Entre os casos denunciados, estão situações de cárcere privado, onde pacientes foram mantidos acorrentados e privados de contato externo. Em algumas CTs, a "terapia" consiste em trabalho exaustivo sem remuneração, prática que remonta às colônias agrícolas da década de 1950, onde pacientes psiquiátricos eram explorados em plantações sob o pretexto de tratamento.


O isolamento é um retrocesso à lógica manicomial. Estudos científicos apontam que o confinamento agrava o sofrimento psíquico, aumenta o risco de suicídio e perpetua a estigmatização. Segundo a Organização Mundial da Saúde (OMS), o cuidado em liberdade é mais eficaz, pois promove a reinserção social, o fortalecimento de vínculos e o exercício da cidadania.


Enquanto isso, as CTs operam sem profissionais capacitados, sem planos terapêuticos individualizados e sem garantia de direitos básicos.

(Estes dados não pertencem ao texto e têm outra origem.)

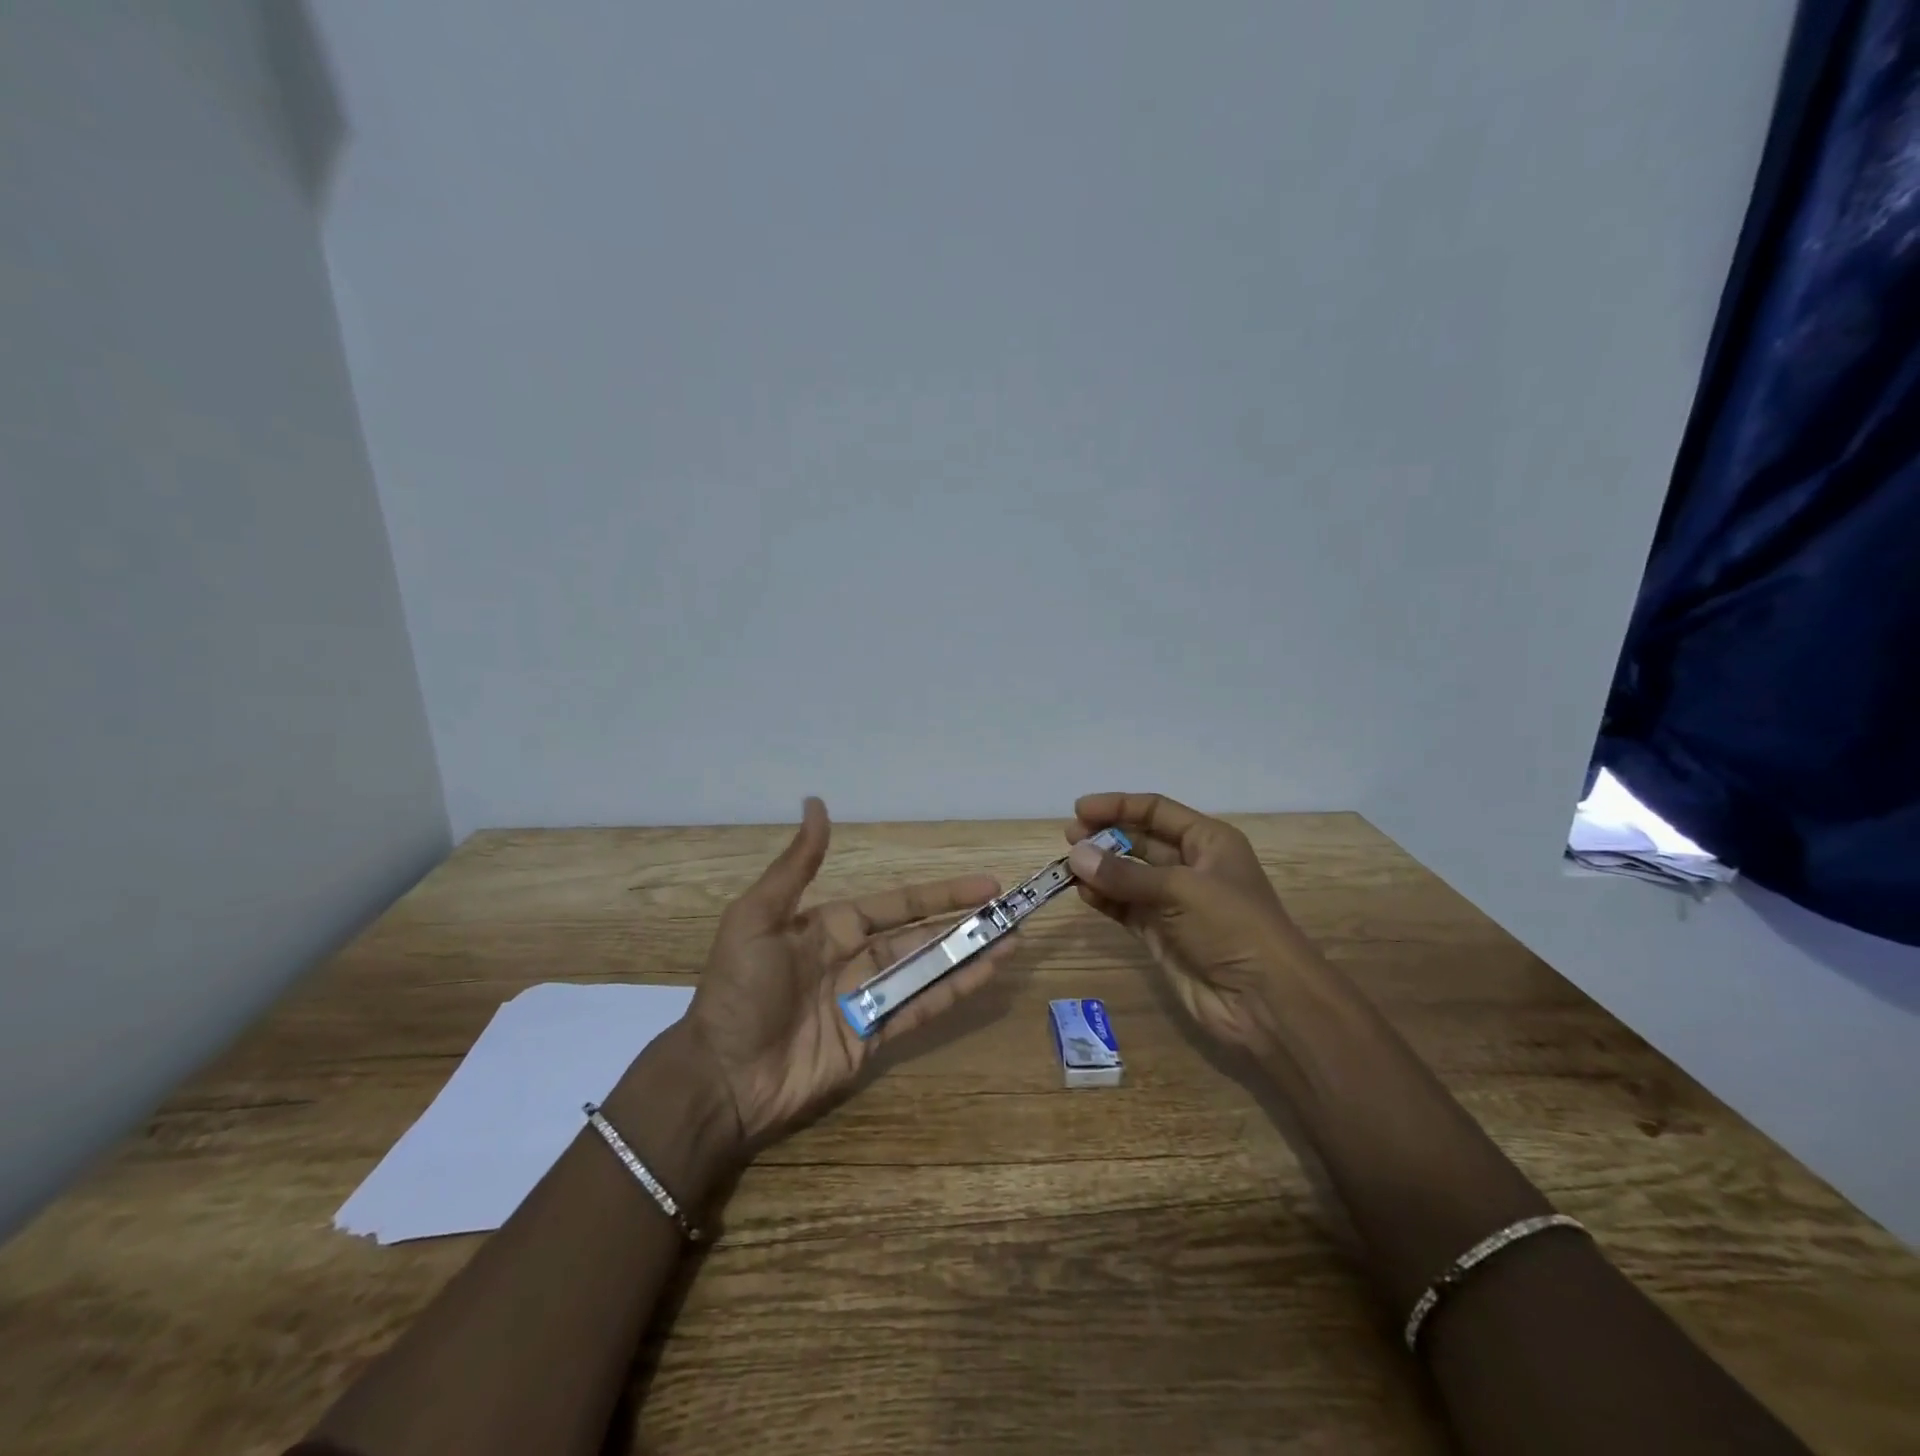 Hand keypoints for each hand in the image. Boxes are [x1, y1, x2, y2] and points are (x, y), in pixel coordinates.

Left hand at [684, 798, 1013, 1143]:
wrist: (722, 1076)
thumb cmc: (740, 990)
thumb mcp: (758, 918)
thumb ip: (797, 866)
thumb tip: (815, 803)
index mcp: (832, 926)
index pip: (898, 904)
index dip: (940, 894)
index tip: (984, 885)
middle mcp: (856, 957)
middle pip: (921, 936)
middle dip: (964, 924)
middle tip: (1010, 914)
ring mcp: (868, 999)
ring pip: (928, 970)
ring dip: (969, 956)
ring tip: (1012, 942)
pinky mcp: (874, 1037)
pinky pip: (920, 1008)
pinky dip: (954, 992)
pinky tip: (986, 976)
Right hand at [1065, 792, 1326, 1056]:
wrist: (1264, 1001)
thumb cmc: (1233, 927)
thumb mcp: (1181, 890)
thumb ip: (1125, 874)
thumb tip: (1075, 856)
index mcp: (1208, 842)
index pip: (1156, 811)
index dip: (1118, 806)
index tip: (1079, 810)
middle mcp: (1190, 866)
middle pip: (1139, 840)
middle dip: (1105, 837)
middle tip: (1069, 839)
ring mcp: (1173, 902)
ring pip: (1128, 875)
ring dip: (1100, 869)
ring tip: (1067, 868)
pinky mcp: (1160, 934)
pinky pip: (1125, 907)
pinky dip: (1104, 899)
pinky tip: (1083, 894)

A tortura psicológica, o isolamento forçado e a coerção religiosa são práticas que desumanizam e perpetuam o ciclo de sofrimento, transformando o tratamento em punição.

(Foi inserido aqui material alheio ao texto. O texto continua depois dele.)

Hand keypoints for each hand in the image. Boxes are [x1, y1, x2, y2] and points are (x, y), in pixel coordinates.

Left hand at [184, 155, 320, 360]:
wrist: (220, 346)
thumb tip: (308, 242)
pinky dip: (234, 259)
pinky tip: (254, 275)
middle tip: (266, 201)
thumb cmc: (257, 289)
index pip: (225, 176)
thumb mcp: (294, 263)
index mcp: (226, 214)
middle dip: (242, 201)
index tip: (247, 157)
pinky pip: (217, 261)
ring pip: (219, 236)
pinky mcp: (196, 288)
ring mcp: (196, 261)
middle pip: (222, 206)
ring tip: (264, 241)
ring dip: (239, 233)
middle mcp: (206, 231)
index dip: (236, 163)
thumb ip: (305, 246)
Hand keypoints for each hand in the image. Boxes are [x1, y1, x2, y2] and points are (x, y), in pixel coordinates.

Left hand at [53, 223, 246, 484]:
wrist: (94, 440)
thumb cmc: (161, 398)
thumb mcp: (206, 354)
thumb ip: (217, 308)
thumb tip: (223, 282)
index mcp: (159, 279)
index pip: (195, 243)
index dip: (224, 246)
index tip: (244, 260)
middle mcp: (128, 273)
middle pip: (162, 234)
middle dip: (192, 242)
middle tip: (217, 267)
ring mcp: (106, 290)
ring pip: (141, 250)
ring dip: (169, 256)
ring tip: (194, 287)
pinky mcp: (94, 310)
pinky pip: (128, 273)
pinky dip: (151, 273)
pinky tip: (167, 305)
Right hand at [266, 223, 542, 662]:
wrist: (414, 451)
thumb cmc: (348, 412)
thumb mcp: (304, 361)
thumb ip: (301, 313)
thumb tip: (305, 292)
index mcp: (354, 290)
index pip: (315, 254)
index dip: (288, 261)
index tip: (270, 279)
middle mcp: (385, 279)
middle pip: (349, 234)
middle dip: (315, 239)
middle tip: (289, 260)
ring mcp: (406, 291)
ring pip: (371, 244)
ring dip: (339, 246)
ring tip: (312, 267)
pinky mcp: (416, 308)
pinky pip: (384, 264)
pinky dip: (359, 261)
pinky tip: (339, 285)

O movimento antimanicomial não é apenas um grito contra os abusos institucionais, mas um chamado à construção de um sistema de saúde mental inclusivo, humanizado e orientado pelo cuidado em liberdade. Em vez de CTs que isolam, precisamos de CAPS fortalecidos. Em vez de celas e castigos, precisamos de equipes multidisciplinares, diálogo e acolhimento.


O grito antimanicomial ecoa pelos corredores dos CAPS, pelos atos de rua e pelos coletivos que resistem em defesa do direito à saúde mental digna. Porque não há saúde em cativeiro. Não há recuperação no isolamento. E a luta, enquanto houver um único manicômio disfarçado de CT, continua.